Distal Linear Metatarsal Osteotomy Combined with Akin Osteotomy for Hallux Valgus with Hallux Valgus Interphalangeus
Minimally invasive distal linear metatarsal osteotomy is commonly performed to correct mild-to-moderate hallux valgus. The technique is easy to perform, fast, and has a low complication rate with satisfactory clinical results.

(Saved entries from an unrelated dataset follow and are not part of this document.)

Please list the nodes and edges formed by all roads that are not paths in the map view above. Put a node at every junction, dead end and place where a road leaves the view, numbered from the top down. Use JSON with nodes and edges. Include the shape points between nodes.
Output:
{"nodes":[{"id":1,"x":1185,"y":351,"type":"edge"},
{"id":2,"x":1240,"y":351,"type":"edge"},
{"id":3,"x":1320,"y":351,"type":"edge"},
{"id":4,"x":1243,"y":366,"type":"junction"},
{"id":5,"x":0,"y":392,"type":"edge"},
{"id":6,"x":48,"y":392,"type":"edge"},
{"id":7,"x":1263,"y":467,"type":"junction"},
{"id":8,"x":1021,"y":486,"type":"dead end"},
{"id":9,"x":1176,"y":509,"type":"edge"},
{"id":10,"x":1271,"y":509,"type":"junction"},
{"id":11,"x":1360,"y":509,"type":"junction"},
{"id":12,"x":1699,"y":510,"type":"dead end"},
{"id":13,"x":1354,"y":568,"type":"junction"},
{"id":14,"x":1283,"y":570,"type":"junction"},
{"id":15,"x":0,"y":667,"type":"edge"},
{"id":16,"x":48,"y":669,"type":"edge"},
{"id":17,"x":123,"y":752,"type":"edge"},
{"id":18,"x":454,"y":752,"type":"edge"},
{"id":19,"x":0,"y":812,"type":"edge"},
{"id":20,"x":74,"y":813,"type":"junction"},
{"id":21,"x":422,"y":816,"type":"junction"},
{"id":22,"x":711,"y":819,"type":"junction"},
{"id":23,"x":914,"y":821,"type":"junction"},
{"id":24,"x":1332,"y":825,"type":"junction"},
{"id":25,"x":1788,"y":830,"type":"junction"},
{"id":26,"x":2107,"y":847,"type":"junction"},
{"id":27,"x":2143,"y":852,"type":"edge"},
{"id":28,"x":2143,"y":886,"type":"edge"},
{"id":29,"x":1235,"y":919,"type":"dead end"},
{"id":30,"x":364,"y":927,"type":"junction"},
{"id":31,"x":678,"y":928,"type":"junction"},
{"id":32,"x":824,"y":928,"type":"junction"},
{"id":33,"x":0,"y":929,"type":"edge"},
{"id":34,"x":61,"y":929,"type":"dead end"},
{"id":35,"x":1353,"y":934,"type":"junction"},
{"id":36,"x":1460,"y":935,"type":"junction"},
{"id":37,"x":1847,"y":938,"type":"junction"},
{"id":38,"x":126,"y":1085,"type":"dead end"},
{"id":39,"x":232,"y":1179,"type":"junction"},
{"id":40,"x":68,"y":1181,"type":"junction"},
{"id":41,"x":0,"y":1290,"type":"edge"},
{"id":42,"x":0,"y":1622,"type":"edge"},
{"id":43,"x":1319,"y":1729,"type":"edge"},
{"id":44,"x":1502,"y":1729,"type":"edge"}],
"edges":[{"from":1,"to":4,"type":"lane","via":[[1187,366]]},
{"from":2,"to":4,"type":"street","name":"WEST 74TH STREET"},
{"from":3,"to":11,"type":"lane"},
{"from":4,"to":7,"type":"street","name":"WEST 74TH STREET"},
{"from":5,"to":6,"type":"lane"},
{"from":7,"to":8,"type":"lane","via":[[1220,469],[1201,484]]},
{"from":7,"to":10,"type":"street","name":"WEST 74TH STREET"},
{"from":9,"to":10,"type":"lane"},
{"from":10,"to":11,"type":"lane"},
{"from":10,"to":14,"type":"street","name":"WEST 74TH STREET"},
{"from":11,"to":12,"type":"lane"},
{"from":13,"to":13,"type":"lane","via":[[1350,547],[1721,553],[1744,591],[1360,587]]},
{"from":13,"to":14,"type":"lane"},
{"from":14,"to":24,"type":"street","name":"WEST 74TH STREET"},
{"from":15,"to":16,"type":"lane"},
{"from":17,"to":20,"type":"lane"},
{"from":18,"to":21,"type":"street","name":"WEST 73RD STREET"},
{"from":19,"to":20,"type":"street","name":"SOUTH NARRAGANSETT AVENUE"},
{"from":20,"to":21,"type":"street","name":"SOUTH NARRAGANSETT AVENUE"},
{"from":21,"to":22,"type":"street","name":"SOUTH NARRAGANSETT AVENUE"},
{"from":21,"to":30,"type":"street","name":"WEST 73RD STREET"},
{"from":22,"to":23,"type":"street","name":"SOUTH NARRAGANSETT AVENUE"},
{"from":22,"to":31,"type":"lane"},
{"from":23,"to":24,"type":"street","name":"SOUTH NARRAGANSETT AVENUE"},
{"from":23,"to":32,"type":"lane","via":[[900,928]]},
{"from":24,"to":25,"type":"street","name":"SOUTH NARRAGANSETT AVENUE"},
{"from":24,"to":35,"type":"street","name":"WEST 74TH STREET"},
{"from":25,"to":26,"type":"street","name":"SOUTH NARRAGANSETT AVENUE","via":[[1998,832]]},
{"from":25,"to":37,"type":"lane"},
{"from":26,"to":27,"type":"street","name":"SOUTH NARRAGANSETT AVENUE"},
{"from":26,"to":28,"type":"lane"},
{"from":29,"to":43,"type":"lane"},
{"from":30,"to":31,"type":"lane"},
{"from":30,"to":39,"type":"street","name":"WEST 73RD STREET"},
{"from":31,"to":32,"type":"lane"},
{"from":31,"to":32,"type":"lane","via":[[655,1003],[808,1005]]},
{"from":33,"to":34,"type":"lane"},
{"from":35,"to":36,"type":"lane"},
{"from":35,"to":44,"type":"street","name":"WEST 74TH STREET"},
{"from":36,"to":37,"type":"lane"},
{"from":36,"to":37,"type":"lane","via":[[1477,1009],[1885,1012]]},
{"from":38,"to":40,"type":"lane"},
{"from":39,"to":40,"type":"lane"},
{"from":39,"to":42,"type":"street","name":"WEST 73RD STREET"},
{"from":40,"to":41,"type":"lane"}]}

However, it has so far not been applied to hallux valgus with concomitant hallux valgus interphalangeus deformity.
We aimed to investigate the short-term clinical results of distal linear metatarsal osteotomy combined with Akin osteotomy in hallux valgus with concomitant hallux valgus interphalangeus deformity.
We retrospectively reviewed 10 patients (10 feet) who underwent surgery for hallux valgus with hallux valgus interphalangeus between 2012 and 2016. Akin osteotomy was performed and fixated with a screw/K-wire, followed by distal linear metatarsal osteotomy and K-wire fixation. Clinical evaluations pre- and postoperatively used the Japan Society for Surgery of the Foot (JSSF) scale and the Visual Analog Scale (VAS). Radiography pre-and postoperatively assessed the hallux valgus, hallux valgus interphalangeus, and the intermetatarsal angle.
The mean follow-up period was 20.2 months. Both the JSSF and VAS score improved significantly, from 64.5 to 90.0 and from 5.5 to 1.1, respectively. In all patients, bone healing was complete within four months with no osteonecrosis of the metatarsal head or malunion at the osteotomy site. The hallux valgus angle improved from 31.5° to 7.7°, the hallux valgus interphalangeus angle from 17.2° to 5.8°, and the intermetatarsal angle from 11.7° to 5.5°.
Distal linear metatarsal osteotomy combined with Akin osteotomy safely and effectively corrects mild-to-moderate hallux valgus with hallux valgus interphalangeus deformity.